NBC News reported back in 2006 that doctors buy chemotherapy drugs wholesale and make profit from selling the drugs. The potential for conflict of interest is evident. The New York Times reported that oncologists are tempted to keep prescribing chemotherapy drugs to patients even when the drugs have little to no chance of working. But as everyone knows, the side effects can be far worse than the disease itself.
Are other types of doctors any different? Could this be the incentive behind prescribing chemotherapy drugs for other diseases?
“[Doctors] might have a preference to give you the [drug] that they’re going to make the most money from,” said Arthur Caplan with the University of Pennsylvania Center of Bioethics to NBC News, and it’s just one more reason why educating ourselves and taking control of our own personal health is more important now than ever before.
As is the case with cancer, chemotherapy is not considered to be a cure; mainstream medicine generally considers lupus to be “uncurable.” Also like cancer, it is quite common among younger people, with women age 15-40 among those with the highest risks for the disease.

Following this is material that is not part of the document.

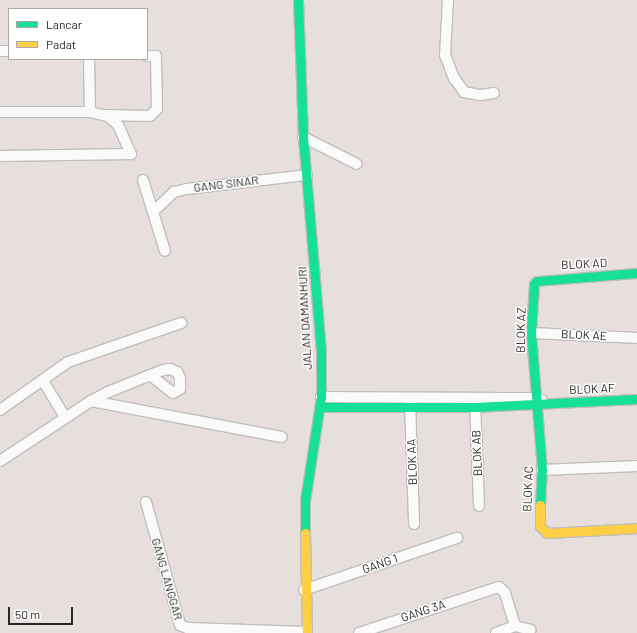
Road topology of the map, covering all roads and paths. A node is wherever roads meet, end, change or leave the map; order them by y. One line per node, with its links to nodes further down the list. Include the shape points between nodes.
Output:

Natural Treatments for Lupus
As for natural treatment alternatives, Dr. Andrew Weil recommends working with professionals specializing in Ayurvedic and traditional Chinese medicine as both systems are adept at helping autoimmune disease sufferers, he says. Dr. Josh Axe recommends cutting out gluten, trans fats, processed sugars and other key trigger foods that can cause flare-ups, along with a holistic approach that includes supplements like Vitamin D, MSM, and essential oils such as frankincense and helichrysum.
At any rate, it’s always important to know the risks and benefits of the therapies you choose, especially when it comes to chemotherapy. Regardless of what disease it is used for, the side effects are the same – and they’re not getting any less dangerous, that’s for sure.